If the overseas buyers had got the exemption, they would have been the only residential landowners in New Zealand with a right to sell their property offshore and could have reaped a windfall gain because of that.

Otherwise, New Zealand citizens may not sell residential property offshore under the Overseas Investment Amendment Bill currently before the House.

Treasury warned Parker that If the Bill was enacted and provided for specific developments to be exempt, it could lead to an increase in prices for any exempt developments, thus creating windfall profits for those developers.

Parker has emphasised in Parliament that the exemption was proposed because the Government was concerned about the position of  Te Uri O Hau which had recorded an impairment loss of $14 million on its main settlement asset, the Mangawhai Forest.

In 2006 it had sold the forest to a joint venture it had formed with a Queenstown property developer, John Darby.

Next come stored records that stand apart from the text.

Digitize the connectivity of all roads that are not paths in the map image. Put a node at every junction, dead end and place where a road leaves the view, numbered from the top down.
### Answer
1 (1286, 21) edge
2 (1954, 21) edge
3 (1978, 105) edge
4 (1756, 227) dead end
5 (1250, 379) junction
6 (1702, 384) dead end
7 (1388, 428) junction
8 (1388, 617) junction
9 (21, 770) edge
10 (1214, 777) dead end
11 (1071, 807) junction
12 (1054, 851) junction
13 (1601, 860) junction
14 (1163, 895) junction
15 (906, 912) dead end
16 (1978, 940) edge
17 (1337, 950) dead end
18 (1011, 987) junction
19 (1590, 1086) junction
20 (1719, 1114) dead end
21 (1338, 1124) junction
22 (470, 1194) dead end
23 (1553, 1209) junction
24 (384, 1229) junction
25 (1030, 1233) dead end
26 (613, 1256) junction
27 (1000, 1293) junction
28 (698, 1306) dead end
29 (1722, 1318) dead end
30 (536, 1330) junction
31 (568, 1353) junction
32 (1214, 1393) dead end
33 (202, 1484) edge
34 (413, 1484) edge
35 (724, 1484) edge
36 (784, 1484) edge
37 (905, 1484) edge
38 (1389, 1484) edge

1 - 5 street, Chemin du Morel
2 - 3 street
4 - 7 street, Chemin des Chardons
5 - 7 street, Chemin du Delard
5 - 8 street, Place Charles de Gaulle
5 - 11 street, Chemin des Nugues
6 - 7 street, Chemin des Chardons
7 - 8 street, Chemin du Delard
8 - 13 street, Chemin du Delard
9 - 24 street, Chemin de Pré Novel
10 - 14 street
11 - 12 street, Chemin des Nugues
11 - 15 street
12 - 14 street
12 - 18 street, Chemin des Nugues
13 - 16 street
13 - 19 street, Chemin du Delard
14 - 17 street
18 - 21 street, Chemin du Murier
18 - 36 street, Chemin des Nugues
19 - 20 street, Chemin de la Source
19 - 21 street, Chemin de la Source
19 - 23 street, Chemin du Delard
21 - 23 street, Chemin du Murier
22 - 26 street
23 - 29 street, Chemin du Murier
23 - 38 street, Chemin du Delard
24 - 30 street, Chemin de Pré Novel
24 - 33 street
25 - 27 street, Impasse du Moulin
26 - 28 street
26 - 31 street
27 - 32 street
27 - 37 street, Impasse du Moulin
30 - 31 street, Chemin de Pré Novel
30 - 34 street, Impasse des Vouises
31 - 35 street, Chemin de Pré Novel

It held 25% of the shares in the joint venture.

But it appears it received no cash for the sale and was reliant on the proceeds of the property development for its return.

But Treasury said there was no legal obligation to compensate iwi who had incurred losses over land granted to them as part of a Treaty settlement.

Parker yesterday released the Treasury advice which had been sought under the Official Information Act.

Development of the land was stalled until recently because various proposals failed to get planning consent.

Finally, consent was granted for 46 sections -- and for another 100 at an adjacent site which forms part of the overall Te Arai development.

Treasury in a report to Parker said: “Although the Bill may impact on the commercial value that may be realised from the divestment of land transferred to iwi as commercial Treaty settlement redress, there is no legal obligation to exempt Te Uri o Hau or Ngati Manuhiri from the Bill.”

(Ngati Manuhiri have bought an adjacent forest as part of their 2011 Treaty settlement and have also joined with Darby to develop 60 luxury beachfront sections. In effect, Te Uri O Hau, Ngati Manuhiri and Darby are the joint developers of the land.)

Treasury was obviously worried about the precedent that might be set if the Government exempted treaty settlement land because, after the settlement, the relevant Maori entity had suffered business loss on the land.

 “On balance, we do not recommend an exemption for residential development on land acquired through a Treaty settlement," it said.

“This recommendation is based on prioritising policy effectiveness of the overseas investment regime for residential land.

“Furthermore, an exemption tied to Treaty settlement land would present precedent risks in terms of other government actions that may negatively impact on the value of settlement assets.”

And in advice to the Minister on how he should explain the exemption, Treasury says: “As there is no legal requirement to exempt Te Uri o Hau and Ngati Manuhiri’s land, any exemptions made for land received through Treaty settlements should be phrased as policy choices rather than legal or Treaty settlement obligations.”

In other words, any decision to exempt the land would be entirely political.

Treasury said, therefore, that there should be no exemption for Te Arai.

“This would reduce economic development potential for Te Uri o Hau and Ngati Manuhiri.

“However, it would align with the general purpose of the Bill and provide for consistent treatment, including decisions not to exempt luxury homes, lifestyle property or some regions.”

Otherwise, it said it might be possible to create a power to regulate to provide exemptions in the future.

“This option would provide more time to investigate whether the Bill would have a similar impact on other iwi/Māori entities,” it said.

Parker, however, rejected this advice.

Instead in an undated memo to the Chair of the Finance and Expenditure Committee who were considering the legislation, he said: “I consider the special circumstances of this development and the stage of the process of this particular development are special and warrant being addressed. It is important, however, that precedent risks are mitigated.

“In particular, it should be clear that a decision to exempt this development is not due to the fact that the land was provided as Treaty redress.”